L’accusé est un agent frontalier à l’emploi de l’Agence des services frontaliers du Canada. Au moment des évènements, lui et la plaignante sont formateurs en emploi de la force et offrent un cours de fouilles et menottage au Collège de l’Agence, à Rigaud. À l’occasion de cette formation, l’accusé performe une démonstration de fouille sur une personne de sexe opposé, la plaignante, devant neuf futurs agents frontaliers. À l’issue de la plainte de sa collègue, la plaignante, il a été accusé d’agression sexuelle pour avoir touché ses seins et avoir touché ses parties génitales lors de cette démonstration de fouille.

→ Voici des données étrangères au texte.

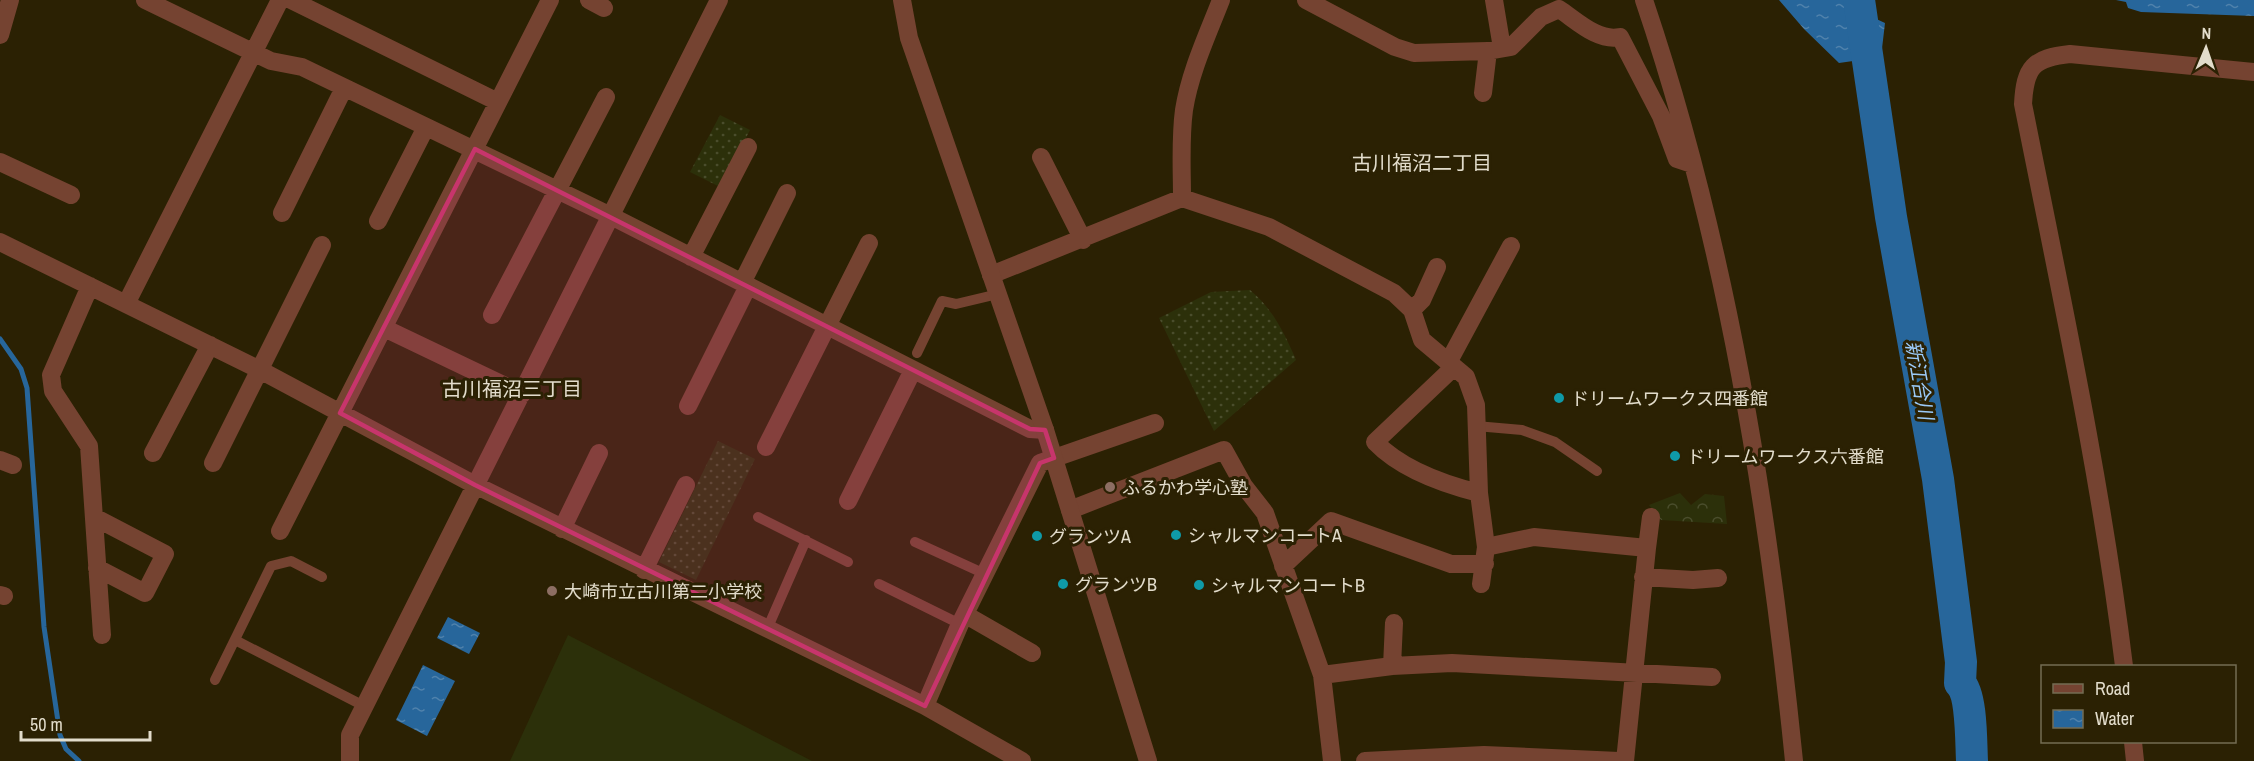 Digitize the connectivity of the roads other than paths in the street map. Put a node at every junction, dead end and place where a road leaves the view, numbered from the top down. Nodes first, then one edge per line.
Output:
1 (10, 0) edge
2 (145, 0) edge
3 (280, 0) edge
4 (291, 0) edge
5 (550, 0) edge
6 (718, 0) edge
7 (902, 0) edge
8 (1221, 0) edge
9 (1306, 0) edge
10 (1494, 0) edge
11 (1644, 0) edge
12 (1556, 4) edge
13 (0, 35) edge
14 (1495, 50) junction
15 (253, 53) junction
16 (2254, 72) edge
17 (344, 88) junction
18 (1483, 93) dead end
19 (606, 97) dead end
20 (498, 102) junction
21 (426, 127) junction
22 (748, 147) dead end
23 (475, 149) junction
24 (1041, 157) dead end
25 (0, 162) edge
26 (1692, 164) junction
27 (558, 190) junction
28 (787, 193) dead end
29 (71, 195) dead end
30 (1182, 198) junction
31 (282, 213) dead end
32 (611, 216) junction
33 (378, 221) dead end
34 (1083, 240) junction
35 (0, 242) edge
36 (869, 243) dead end
37 (322, 245) dead end
38 (1511, 246) dead end
39 (691, 257) junction
40 (1437, 267) dead end
41 (991, 275) junction
42 (745, 284) junction
43 (90, 286) junction
44 (998, 294) junction
45 (126, 304) junction
46 (1412, 310) junction
47 (492, 315) dead end
48 (828, 327) junction
49 (384, 328) junction
50 (210, 345) junction
51 (915, 362) junction
52 (1451, 364) junction
53 (260, 370) junction
54 (522, 394) junction
55 (688, 406) dead end
56 (340, 413) junction
57 (1155, 423) dead end
58 (1476, 426) junction
59 (1045, 430) junction
60 (766, 447) dead end
61 (153, 453) dead end
62 (598, 453) dead end
63 (1054, 458) junction
64 (213, 464) dead end
65 (1597, 471) dead end
66 (475, 485) junction
67 (686, 485) dead end
68 (1479, 493) junction
69 (848, 501) dead end
70 (1070, 510) junction
71 (94, 517) junction
72 (758, 517) dead end
73 (1651, 517) dead end
74 (562, 529) junction
75 (280, 531) dead end
76 (806, 540) junction
77 (915, 542) dead end
78 (1647, 548) junction
79 (1485, 556) junction
80 (848, 562) dead end
81 (1283, 566) junction
82 (97, 568) junction
83 (644, 570) junction
84 (985, 574) junction
85 (322, 577) dead end
86 (1644, 577) junction
87 (1718, 578) dead end
88 (879, 584) dead end
89 (1481, 584) dead end
90 (963, 619) junction
91 (1394, 623) dead end
92 (768, 627) junction
93 (102, 635) dead end
94 (235, 640) junction
95 (1032, 653) dead end
96 (2124, 665) edge
97 (1392, 666) junction
98 (1634, 673) junction
99 (1322, 675) junction
100 (1712, 677) dead end
101 (215, 680) dead end
102 (364, 706) junction
103 (925, 706) junction
104 (2133, 743) edge
105 (1484, 758) edge
106 (350, 761) edge
107 (1022, 761) edge
108 (1148, 761) edge
109 (1332, 761) edge
110 (1365, 761) edge
111 (1619, 761) edge
112 (1625, 761) edge
113 (1794, 761) edge
114 (2135, 761) edge

1 - 13 street
2 - 15 street
3 - 15 street
4 - 20 street
5 - 20 street
6 - 32 street
7 - 41 street
8 - 30 street
9 - 14 street
10 - 14 street
11 - 26 street
12 - 14 street
12 - 26 street
14 - 18 street
15 - 17 street
15 - 45 street
16 - 96 street
17 - 21 street
17 - 31 street
19 - 27 street
20 - 23 street
21 - 23 street
21 - 33 street
22 - 39 street
23 - 27 street
23 - 49 street
24 - 34 street
25 - 29 street
26 - 113 street
27 - 32 street
27 - 47 street
28 - 42 street
30 - 34 street
30 - 46 street
32 - 39 street
32 - 54 street
34 - 41 street
35 - 43 street
36 - 48 street
37 - 53 street
38 - 52 street
39 - 42 street
40 - 46 street
41 - 44 street
42 - 48 street
42 - 55 street
43 - 45 street
43 - 71 street
44 - 51 lane
44 - 59 street
45 - 50 street
46 - 52 street
48 - 51 street
48 - 60 street
49 - 54 street
49 - 56 street
50 - 53 street
50 - 61 street
51 - 59 street
51 - 69 street
52 - 58 street
52 - 68 street
53 - 56 street
53 - 64 street
54 - 66 street
56 - 66 street
56 - 75 street
57 - 63 street
58 - 65 lane
58 - 68 street
59 - 63 street
62 - 74 street
63 - 70 street
63 - 84 street
66 - 74 street
66 - 102 street
67 - 83 street
68 - 79 street
70 - 81 street
70 - 108 street
71 - 82 street
71 - 82 street
72 - 76 lane
73 - 78 street
74 - 83 street
76 - 80 lane
76 - 92 lane
77 - 84 lane
78 - 79 street
78 - 86 street
79 - 81 street
79 - 89 street
81 - 99 street
82 - 93 street
83 - 92 street
84 - 90 street
85 - 94 lane
86 - 87 street
86 - 98 street
88 - 90 lane
90 - 95 street
90 - 103 street
91 - 97 street
92 - 103 street
94 - 101 lane
94 - 102 lane
97 - 98 street
97 - 99 street
98 - 100 street
98 - 112 street
99 - 109 street
102 - 106 street
103 - 107 street
104 - 114 street
105 - 110 street
105 - 111 street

Selon le juge, même si l’accusé a eu certains commentaires grivois à l’endroit de sa collègue, il ne peut retenir qu’il a commis une agression sexuelle. Il croit l’accusé lorsqu’il explique qu’il emploie la technique enseignée dans le manuel du formateur, c’est d’ailleurs ce que la plaignante admet, à l’exception des deux gestes qu’elle reproche à l’accusé au niveau des seins et de son entre-jambes. Le tribunal est d’avis que l’ensemble de la fouille a été pratiquée avec le dos de la main de l’accusé, tel qu’enseigné. Le critère pour déterminer l’actus reus de l’infraction d’agression sexuelle en est un qui est objectif et il se doit d’être analysé dans le contexte dans lequel le geste est posé. En l’espèce, la preuve démontrait que les gestes étaient purement académiques lesquels étaient d’ailleurs scrutés par plusieurs recrues. L’accusé décrivait chaque geste avec des paroles en faisant la démonstration. Il n’a jamais passé des commentaires sexuels. De plus, quatre recrues interrogées par l’enquêteur du dossier n’ont rien remarqué de particulier. Ainsi, le juge conclut que la poursuite n’a pas réussi à démontrer que les touchers tels qu’allégués par la plaignante ont bel et bien eu lieu, et même s’ils avaient eu lieu, elle n’a pas réussi à démontrer que les gestes, dans le contexte, pouvaient engager la responsabilité criminelle de l’accusé.

L’accusé est acquitté d’agression sexuelle.